Records from a dataset >>
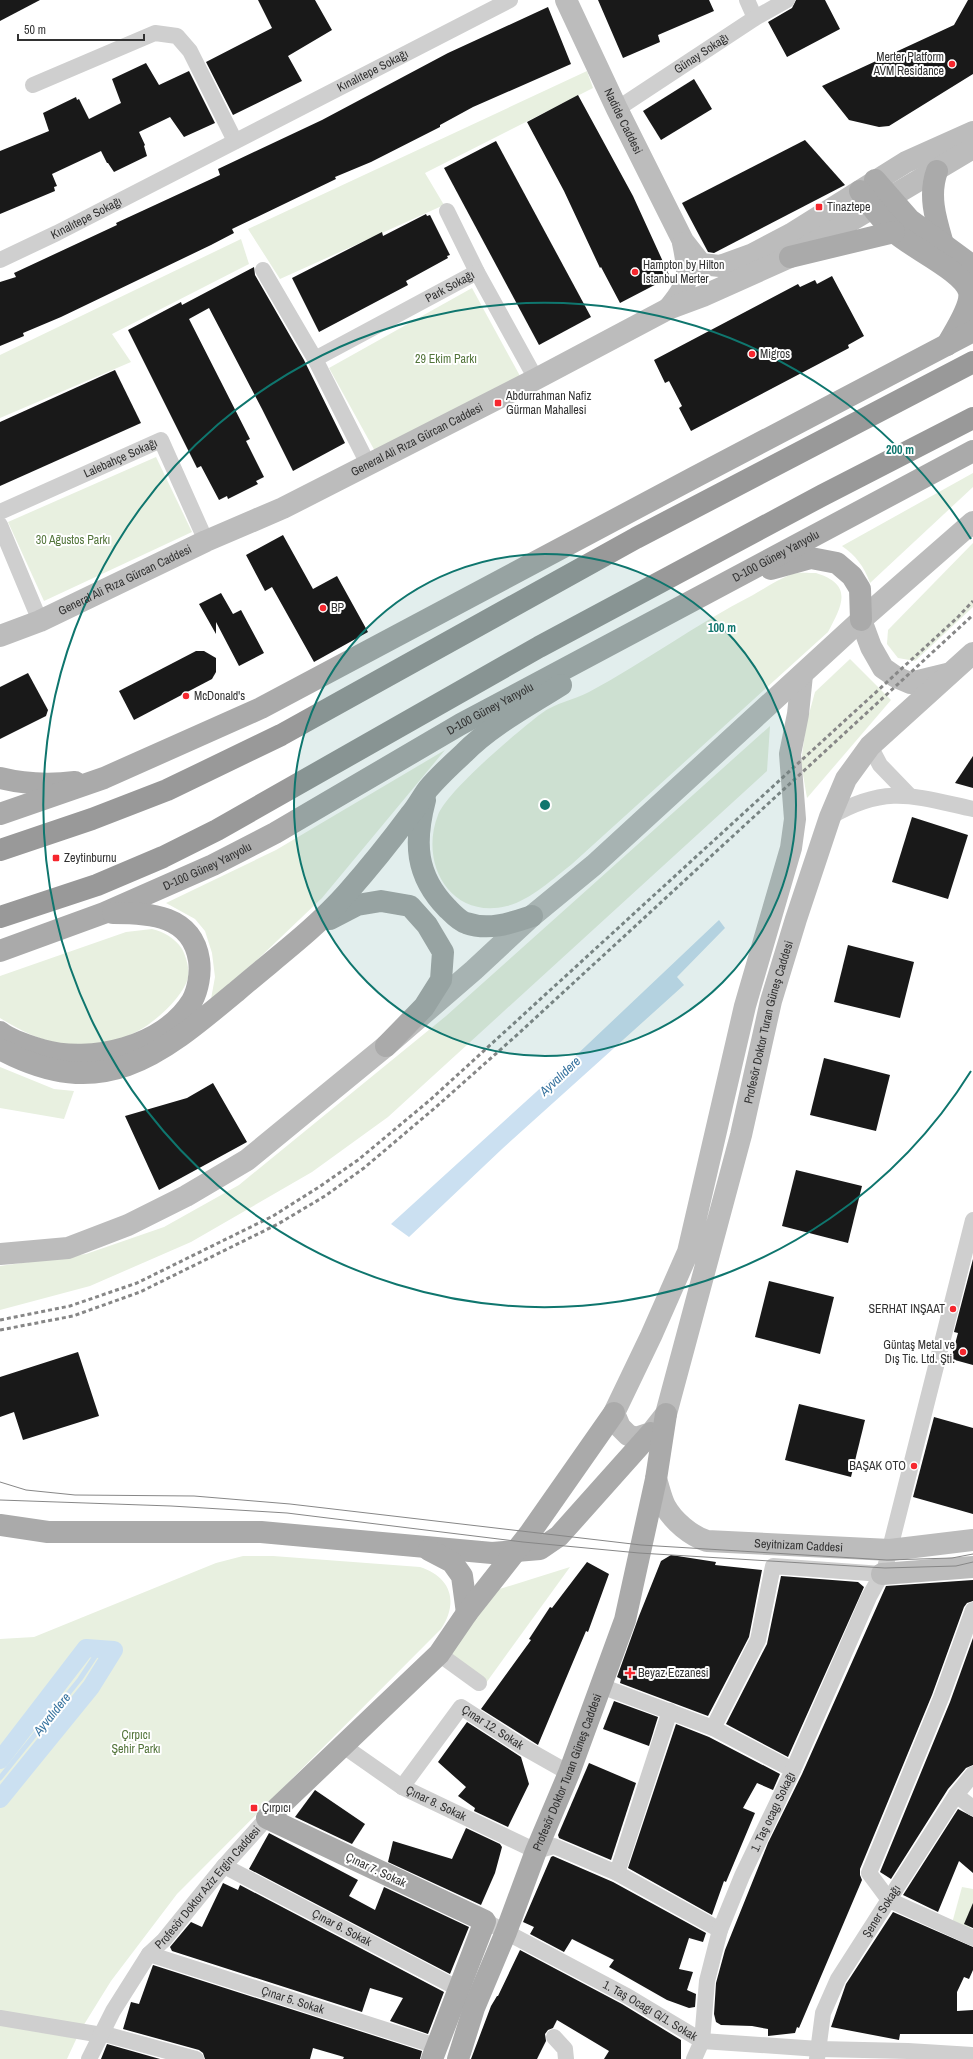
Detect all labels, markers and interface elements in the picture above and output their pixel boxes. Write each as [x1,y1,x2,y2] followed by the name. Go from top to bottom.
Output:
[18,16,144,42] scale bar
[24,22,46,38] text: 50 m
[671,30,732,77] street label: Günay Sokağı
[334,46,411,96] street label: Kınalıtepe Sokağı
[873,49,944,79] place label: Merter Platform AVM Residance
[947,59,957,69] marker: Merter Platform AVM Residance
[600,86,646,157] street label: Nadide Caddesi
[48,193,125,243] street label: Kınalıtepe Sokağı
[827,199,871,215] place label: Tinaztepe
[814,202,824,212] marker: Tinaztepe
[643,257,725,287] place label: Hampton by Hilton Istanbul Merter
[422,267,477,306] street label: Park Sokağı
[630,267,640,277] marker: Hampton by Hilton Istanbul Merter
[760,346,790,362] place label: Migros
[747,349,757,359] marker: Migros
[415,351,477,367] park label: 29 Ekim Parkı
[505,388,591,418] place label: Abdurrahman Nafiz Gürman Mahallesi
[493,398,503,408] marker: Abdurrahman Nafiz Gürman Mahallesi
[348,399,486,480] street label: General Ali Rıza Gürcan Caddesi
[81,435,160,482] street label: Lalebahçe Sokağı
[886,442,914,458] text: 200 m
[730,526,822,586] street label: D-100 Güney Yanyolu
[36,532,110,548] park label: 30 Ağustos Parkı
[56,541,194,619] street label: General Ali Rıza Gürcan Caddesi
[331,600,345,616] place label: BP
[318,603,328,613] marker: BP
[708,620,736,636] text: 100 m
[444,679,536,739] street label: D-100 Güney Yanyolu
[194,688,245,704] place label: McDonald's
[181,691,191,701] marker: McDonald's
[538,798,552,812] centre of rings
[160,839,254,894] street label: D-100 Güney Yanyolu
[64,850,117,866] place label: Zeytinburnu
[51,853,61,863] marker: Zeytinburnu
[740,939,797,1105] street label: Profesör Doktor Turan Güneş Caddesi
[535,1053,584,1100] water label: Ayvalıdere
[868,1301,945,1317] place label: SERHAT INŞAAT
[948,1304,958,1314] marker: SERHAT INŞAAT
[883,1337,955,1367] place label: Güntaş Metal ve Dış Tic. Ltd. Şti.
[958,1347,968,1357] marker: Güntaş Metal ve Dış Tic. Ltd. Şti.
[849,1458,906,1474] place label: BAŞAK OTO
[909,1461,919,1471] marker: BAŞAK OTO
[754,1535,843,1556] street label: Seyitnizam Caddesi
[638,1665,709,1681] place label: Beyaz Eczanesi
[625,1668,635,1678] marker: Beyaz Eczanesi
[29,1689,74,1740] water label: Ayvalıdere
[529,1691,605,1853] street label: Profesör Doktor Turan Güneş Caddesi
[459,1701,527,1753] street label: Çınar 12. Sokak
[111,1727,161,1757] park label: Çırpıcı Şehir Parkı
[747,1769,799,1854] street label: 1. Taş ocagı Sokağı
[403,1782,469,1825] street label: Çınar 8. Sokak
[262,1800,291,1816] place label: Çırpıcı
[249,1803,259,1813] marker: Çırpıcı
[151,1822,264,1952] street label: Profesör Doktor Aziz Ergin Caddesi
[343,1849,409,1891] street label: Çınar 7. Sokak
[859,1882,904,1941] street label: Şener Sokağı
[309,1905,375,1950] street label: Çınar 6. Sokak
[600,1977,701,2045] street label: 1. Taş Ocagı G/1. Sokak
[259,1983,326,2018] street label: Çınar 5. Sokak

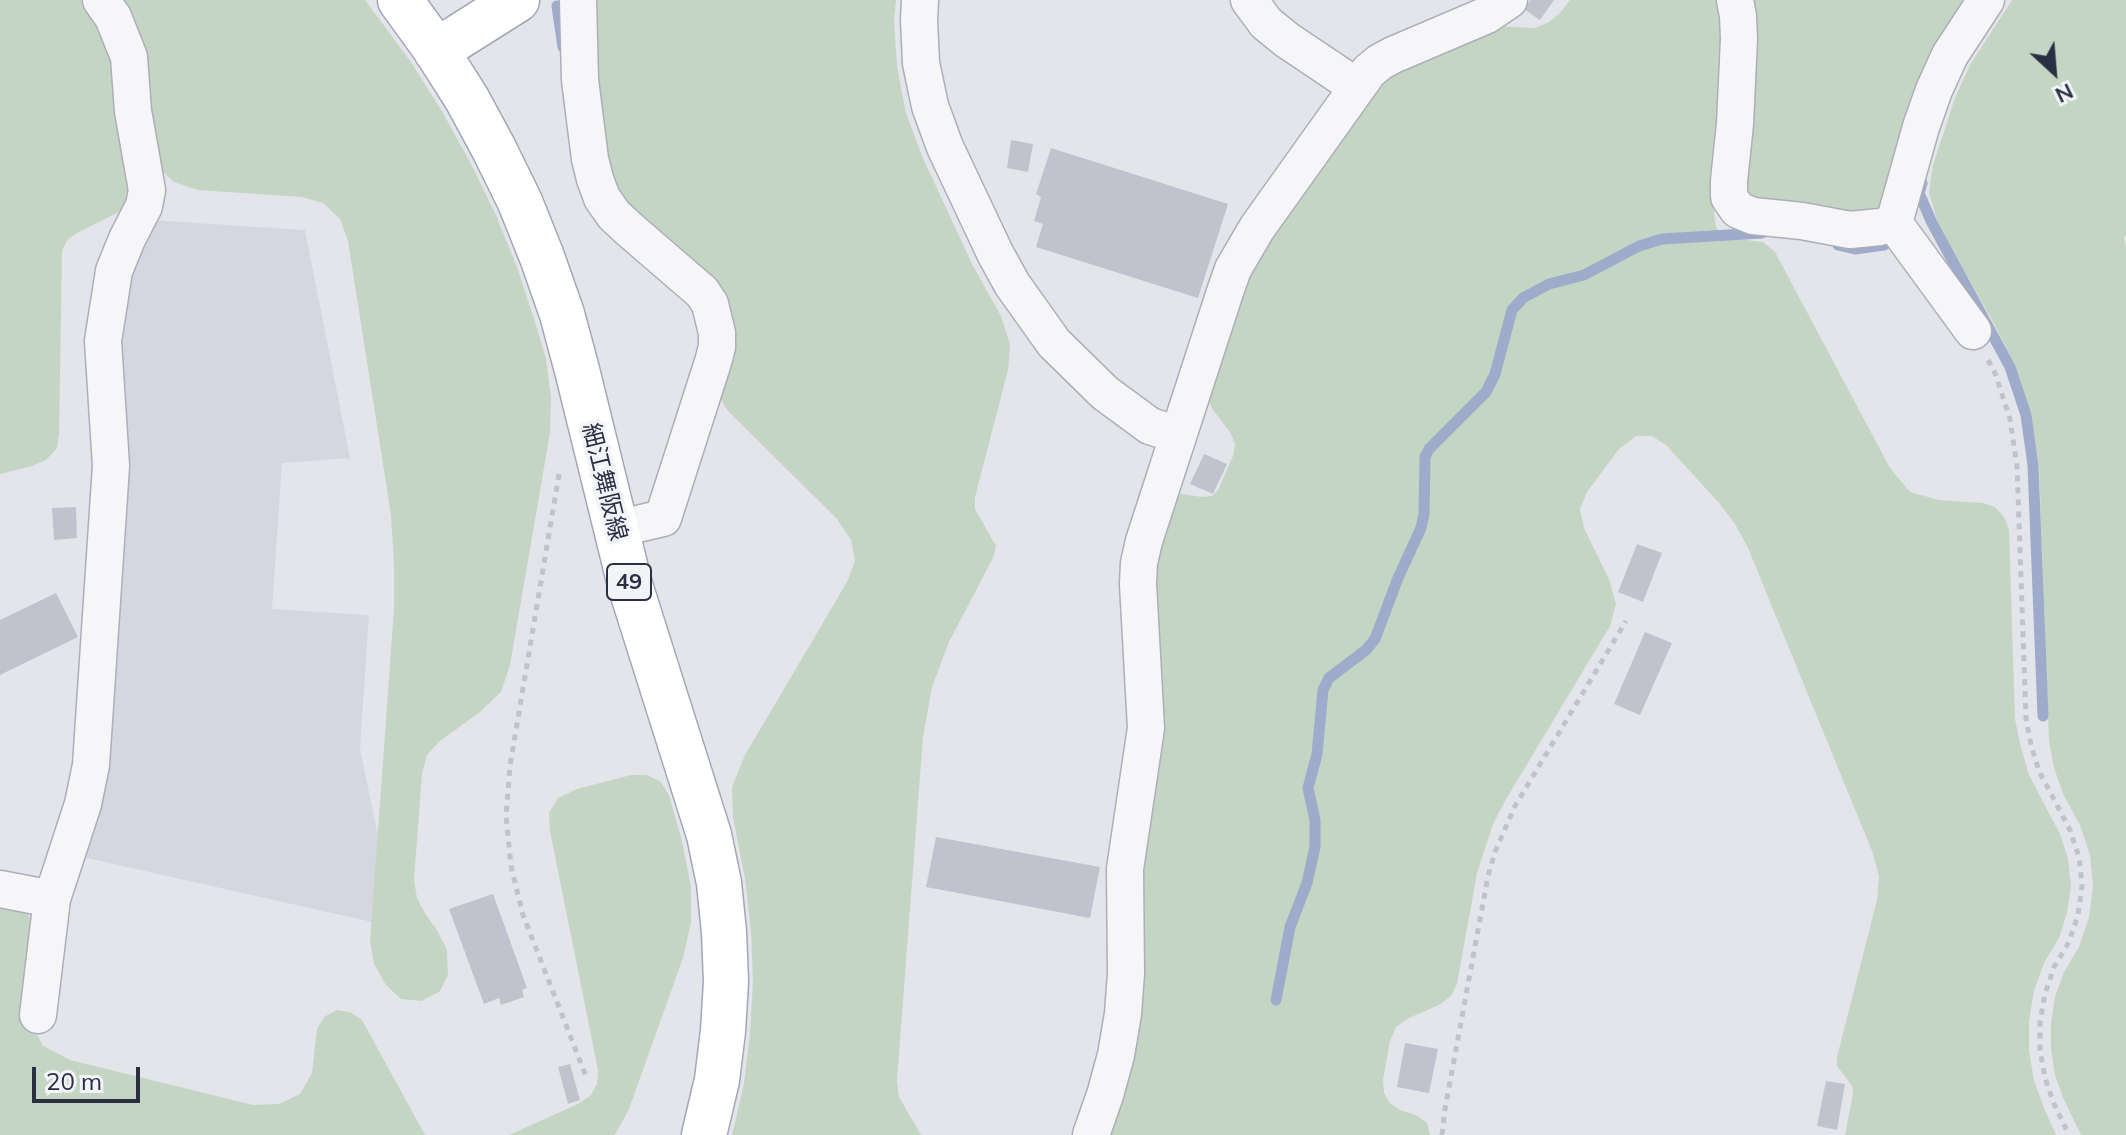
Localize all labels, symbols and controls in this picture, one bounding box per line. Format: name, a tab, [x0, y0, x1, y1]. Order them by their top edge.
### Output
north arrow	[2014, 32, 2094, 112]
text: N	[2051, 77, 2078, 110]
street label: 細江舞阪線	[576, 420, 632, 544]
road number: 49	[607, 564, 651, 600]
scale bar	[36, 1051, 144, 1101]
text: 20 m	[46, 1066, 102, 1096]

Work to complete >>
Counting only lines that contain the word "Hampton", give the number found in the data, and nothing else.

Worked solution >>
2